Problem to work on: Print all of the data exactly, with no line missing.

Extracted data:
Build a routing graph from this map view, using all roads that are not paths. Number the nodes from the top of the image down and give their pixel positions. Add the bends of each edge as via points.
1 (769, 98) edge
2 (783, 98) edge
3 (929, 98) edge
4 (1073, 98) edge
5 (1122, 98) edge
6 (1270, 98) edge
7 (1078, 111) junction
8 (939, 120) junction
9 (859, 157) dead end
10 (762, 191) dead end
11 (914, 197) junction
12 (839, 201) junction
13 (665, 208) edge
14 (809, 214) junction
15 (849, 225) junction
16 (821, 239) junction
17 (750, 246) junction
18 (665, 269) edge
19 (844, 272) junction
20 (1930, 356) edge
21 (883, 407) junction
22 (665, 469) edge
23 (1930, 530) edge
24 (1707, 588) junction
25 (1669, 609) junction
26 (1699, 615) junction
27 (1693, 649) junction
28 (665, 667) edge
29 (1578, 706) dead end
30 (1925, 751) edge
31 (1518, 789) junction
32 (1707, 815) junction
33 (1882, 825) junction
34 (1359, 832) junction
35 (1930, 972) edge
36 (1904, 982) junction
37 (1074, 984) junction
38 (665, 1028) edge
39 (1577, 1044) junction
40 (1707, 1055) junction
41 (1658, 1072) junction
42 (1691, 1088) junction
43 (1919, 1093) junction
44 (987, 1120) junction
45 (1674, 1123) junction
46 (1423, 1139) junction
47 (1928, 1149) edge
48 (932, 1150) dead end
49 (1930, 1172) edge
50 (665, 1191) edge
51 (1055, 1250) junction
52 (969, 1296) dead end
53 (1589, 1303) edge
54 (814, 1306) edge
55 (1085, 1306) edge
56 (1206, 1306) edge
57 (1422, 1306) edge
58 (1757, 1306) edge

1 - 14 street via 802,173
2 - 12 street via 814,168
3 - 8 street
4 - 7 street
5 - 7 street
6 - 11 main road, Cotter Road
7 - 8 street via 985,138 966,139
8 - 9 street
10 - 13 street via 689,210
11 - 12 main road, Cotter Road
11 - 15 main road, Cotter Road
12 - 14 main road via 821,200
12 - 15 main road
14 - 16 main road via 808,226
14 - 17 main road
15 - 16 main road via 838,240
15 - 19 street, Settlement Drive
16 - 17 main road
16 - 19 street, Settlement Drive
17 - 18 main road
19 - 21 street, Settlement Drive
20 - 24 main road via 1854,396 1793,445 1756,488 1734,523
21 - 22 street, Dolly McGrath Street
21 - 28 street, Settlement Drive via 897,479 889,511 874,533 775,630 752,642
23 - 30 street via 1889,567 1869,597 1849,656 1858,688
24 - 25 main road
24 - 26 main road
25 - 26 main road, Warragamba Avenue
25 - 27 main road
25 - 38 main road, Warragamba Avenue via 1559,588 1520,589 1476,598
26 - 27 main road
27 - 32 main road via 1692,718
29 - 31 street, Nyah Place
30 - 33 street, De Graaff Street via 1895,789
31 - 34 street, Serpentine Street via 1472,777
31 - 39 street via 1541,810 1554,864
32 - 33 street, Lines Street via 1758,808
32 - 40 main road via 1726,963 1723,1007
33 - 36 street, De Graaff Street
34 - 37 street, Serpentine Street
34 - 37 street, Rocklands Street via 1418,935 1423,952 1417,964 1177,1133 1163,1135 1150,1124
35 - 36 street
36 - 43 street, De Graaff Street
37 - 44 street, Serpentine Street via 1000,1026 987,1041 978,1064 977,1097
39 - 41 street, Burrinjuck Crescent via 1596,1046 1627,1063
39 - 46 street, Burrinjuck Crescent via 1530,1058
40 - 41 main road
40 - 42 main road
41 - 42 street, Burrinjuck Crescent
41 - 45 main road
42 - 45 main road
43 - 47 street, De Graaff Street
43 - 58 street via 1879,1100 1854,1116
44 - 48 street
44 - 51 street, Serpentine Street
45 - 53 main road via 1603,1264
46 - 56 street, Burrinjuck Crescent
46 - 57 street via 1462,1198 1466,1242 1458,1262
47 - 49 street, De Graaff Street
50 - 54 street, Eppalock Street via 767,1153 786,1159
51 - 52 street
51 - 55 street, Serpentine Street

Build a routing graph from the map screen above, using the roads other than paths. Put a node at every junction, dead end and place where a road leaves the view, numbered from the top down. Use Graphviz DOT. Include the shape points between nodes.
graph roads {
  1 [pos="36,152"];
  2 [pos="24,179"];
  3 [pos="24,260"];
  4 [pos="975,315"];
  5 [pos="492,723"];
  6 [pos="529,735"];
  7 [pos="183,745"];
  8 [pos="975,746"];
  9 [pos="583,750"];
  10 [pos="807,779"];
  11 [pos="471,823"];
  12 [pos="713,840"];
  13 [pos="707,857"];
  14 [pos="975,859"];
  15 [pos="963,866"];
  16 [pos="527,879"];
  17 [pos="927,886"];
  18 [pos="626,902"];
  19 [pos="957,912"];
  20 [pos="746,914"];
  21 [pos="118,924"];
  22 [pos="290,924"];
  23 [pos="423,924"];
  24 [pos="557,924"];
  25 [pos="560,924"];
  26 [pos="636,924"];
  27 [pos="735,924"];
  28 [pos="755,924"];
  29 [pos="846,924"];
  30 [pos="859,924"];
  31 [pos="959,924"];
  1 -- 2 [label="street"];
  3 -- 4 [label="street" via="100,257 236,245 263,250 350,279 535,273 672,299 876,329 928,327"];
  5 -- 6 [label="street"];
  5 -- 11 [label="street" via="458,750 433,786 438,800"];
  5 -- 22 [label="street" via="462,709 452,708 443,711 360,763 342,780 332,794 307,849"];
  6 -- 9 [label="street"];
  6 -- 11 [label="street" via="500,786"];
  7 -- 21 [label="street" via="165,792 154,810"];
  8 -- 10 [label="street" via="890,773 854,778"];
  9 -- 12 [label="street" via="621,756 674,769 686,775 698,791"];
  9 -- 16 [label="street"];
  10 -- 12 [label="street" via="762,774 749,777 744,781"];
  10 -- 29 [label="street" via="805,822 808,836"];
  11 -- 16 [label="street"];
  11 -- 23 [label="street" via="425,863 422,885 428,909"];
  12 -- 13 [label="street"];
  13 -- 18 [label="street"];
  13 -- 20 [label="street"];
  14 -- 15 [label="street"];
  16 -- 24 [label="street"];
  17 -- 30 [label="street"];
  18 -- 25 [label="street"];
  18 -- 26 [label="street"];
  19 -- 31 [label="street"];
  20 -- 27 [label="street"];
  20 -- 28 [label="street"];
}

Answer to the exercise:
Build a routing graph from this map view, using all roads that are not paths. Number the nodes from the top of the image down and give their pixel positions. Add the bends of each edge as via points.
1 (769, 98) edge
2 (783, 98) edge
3 (929, 98) edge
4 (1073, 98) edge
5 (1122, 98) edge
6 (1270, 98) edge
7 (1078, 111) junction
8 (939, 120) junction
9 (859, 157) dead end
10 (762, 191) dead end
11 (914, 197) junction
12 (839, 201) junction
13 (665, 208) edge
14 (809, 214) junction
15 (849, 225) junction
16 (821, 239) junction
17 (750, 246) junction
18 (665, 269) edge
19 (844, 272) junction
20 (1930, 356) edge
21 (883, 407) junction
22 (665, 469) edge
23 (1930, 530) edge
24 (1707, 588) junction
25 (1669, 609) junction
26 (1699, 615) junction
27 (1693, 649) junction
28 (665, 667) edge
29 (1578, 706) dead end
30 (1925, 751) edge
31 (1518, 789) junction
32 (1707, 815) junction
33 (1882, 825) junction
34 (1359, 832) junction
35 (1930, 972) edge
36 (1904, 982) junction
37 (1074, 984) junction
38 (665, 1028) edge
39 (1577, 1044) junction
40 (1707, 1055) junction
41 (1658, 1072) junction
42 (1691, 1088) junction
43 (1919, 1093) junction
44 (987, 1120) junction
45 (1674, 1123) junction
46 (1423, 1139) junction
47 (1928, 1149) edge
48 (932, 1150) dead end
49 (1930, 1172) edge
50 (665, 1191) edge
51 (1055, 1250) junction
52 (969, 1296) dead end
53 (1589, 1303) edge
54 (814, 1306) edge
55 (1085, 1306) edge
56 (1206, 1306) edge
57 (1422, 1306) edge
58 (1757, 1306) edge

1 - 14 street via 802,173
2 - 12 street via 814,168
3 - 8 street
4 - 7 street
5 - 7 street
6 - 11 main road, Cotter Road
7 - 8 street via 985,138 966,139
8 - 9 street
10 - 13 street via 689,210
11 - 12 main road, Cotter Road
11 - 15 main road, Cotter Road
12 - 14 main road via 821,200
12 - 15 main road
14 - 16 main road via 808,226
14 - 17 main road
15 - 16 main road via 838,240
15 - 19 street, Settlement Drive
16 - 17 main road
16 - 19 street, Settlement Drive
17 - 18 main road
19 - 21 street, Settlement Drive
20 - 24 main road via 1854,396 1793,445 1756,488 1734,523
21 - 22 street, Dolly McGrath Street
21 - 28 street, Settlement Drive via 897,479 889,511 874,533 775,630 752,642
23 - 30 street via 1889,567 1869,597 1849,656 1858,688
24 - 25 main road
24 - 26 main road
25 - 26 main road, Warragamba Avenue
25 - 27 main road
25 - 38 main road, Warragamba Avenue via 1559,588 1520,589 1476,598
26 - 27 main road
27 - 32 main road via 1692,718
29 - 31 street, Nyah Place
30 - 33 street, De Graaff Street via 1895,789
31 - 34 street, Serpentine Street via 1472,777
31 - 39 street via 1541,810 1554,864
32 - 33 street, Lines Street via 1758,808
32 - 40 main road via 1726,963 1723,1007
33 - 36 street, De Graaff Street
34 - 37 street, Serpentine Street
34 - 37 street, Rocklands Street via 1418,935 1423,952 1417,964 1177,1133 1163,1135 1150,1124
35 - 36 street
36 - 43 street, De Graaff Street
37 - 44 street, Serpentine Street via 1000,1026 987,1041 978,1064 977,1097
39 - 41 street, Burrinjuck Crescent via 1596,1046 1627,1063
39 - 46 street, Burrinjuck Crescent via 1530,1058
40 - 41 main road
40 - 42 main road
41 - 42 street, Burrinjuck Crescent
41 - 45 main road
42 - 45 main road
43 - 47 street, De Graaff Street
43 - 58 street via 1879,1100 1854,1116
44 - 48 street
44 - 51 street, Serpentine Street
45 - 53 main road via 1603,1264
46 - 56 street, Burrinjuck Crescent
46 - 57 street via 1462,1198 1466,1242 1458,1262
47 - 49 street, De Graaff Street
50 - 54 street, Eppalock Street via 767,1153 786,1159
51 - 52 street
51 - 55 street, Serpentine Street

Build a routing graph from the map screen above, using the roads other than paths. Put a node at every junction, dead end and place where a road leaves the view, numbered from the top down. Use Graphviz DOT. Include the shape points between nodes.
graph roads {
  1 [pos="36,152"];
  2 [pos="24,179"];
  3 [pos="24,260"];
  4 [pos="975,315"];
  5 [pos="492,723"];
  6 [pos="529,735"];
  7 [pos="183,745"];
  8 [pos="975,746"];
  9 [pos="583,750"];
  10 [pos="807,779"];
  11 [pos="471,823"];
  12 [pos="713,840"];
  13 [pos="707,857"];
  14 [pos="975,859"];
  15 [pos="963,866"];
  16 [pos="527,879"];
  17 [pos="927,886"];
  18 [pos="626,902"];
  19 [pos="957,912"];
  20 [pos="746,914"];
  21 [pos="118,924"];
  22 [pos="290,924"];
  23 [pos="423,924"];
  24 [pos="557,924"];
  25 [pos="560,924"];
  26 [pos="636,924"];
  27 [pos="735,924"];
  28 [pos="755,924"];
  29 [pos="846,924"];
  30 [pos="859,924"];
  31 [pos="959,924"];
  1 -- 2 [label="street"];
  3 -- 4 [label="street" via="100,257 236,245 263,250 350,279 535,273 672,299 876,329 928,327"];
  5 -- 6 [label="street"];
  5 -- 11 [label="street" via="458,750 433,786 438,800"];
  5 -- 22 [label="street" via="462,709 452,708 443,711 360,763 342,780 332,794 307,849"];
  6 -- 9 [label="street"];
  6 -- 11 [label="street" via="500,786"];
  7 -- 21 [label="street" via="165,792 154,810"];
  8 -- 10 [label="street" via="890,773 854,778"];
  9 -- 12 [label="street" via="621,756 674,769 686,775 698,791"];
  9 -- 16 [label="street"];
  10 -- 12 [label="street" via="762,774 749,777 744,781"];
  10 -- 29 [label="street" via="805,822 808,836"];
  11 -- 16 [label="street"];
  11 -- 23 [label="street" via="425,863 422,885 428,909"];
  12 -- 13 [label="street"];
  13 -- 18 [label="street"];
  13 -- 20 [label="street"];
  14 -- 15 [label="street"];
  16 -- 24 [label="street"];
  17 -- 30 [label="street"];
  18 -- 25 [label="street"];
  18 -- 26 [label="street"];
  19 -- 31 [label="street"];
  20 -- 27 [label="street"];
  20 -- 28 [label="street"];
}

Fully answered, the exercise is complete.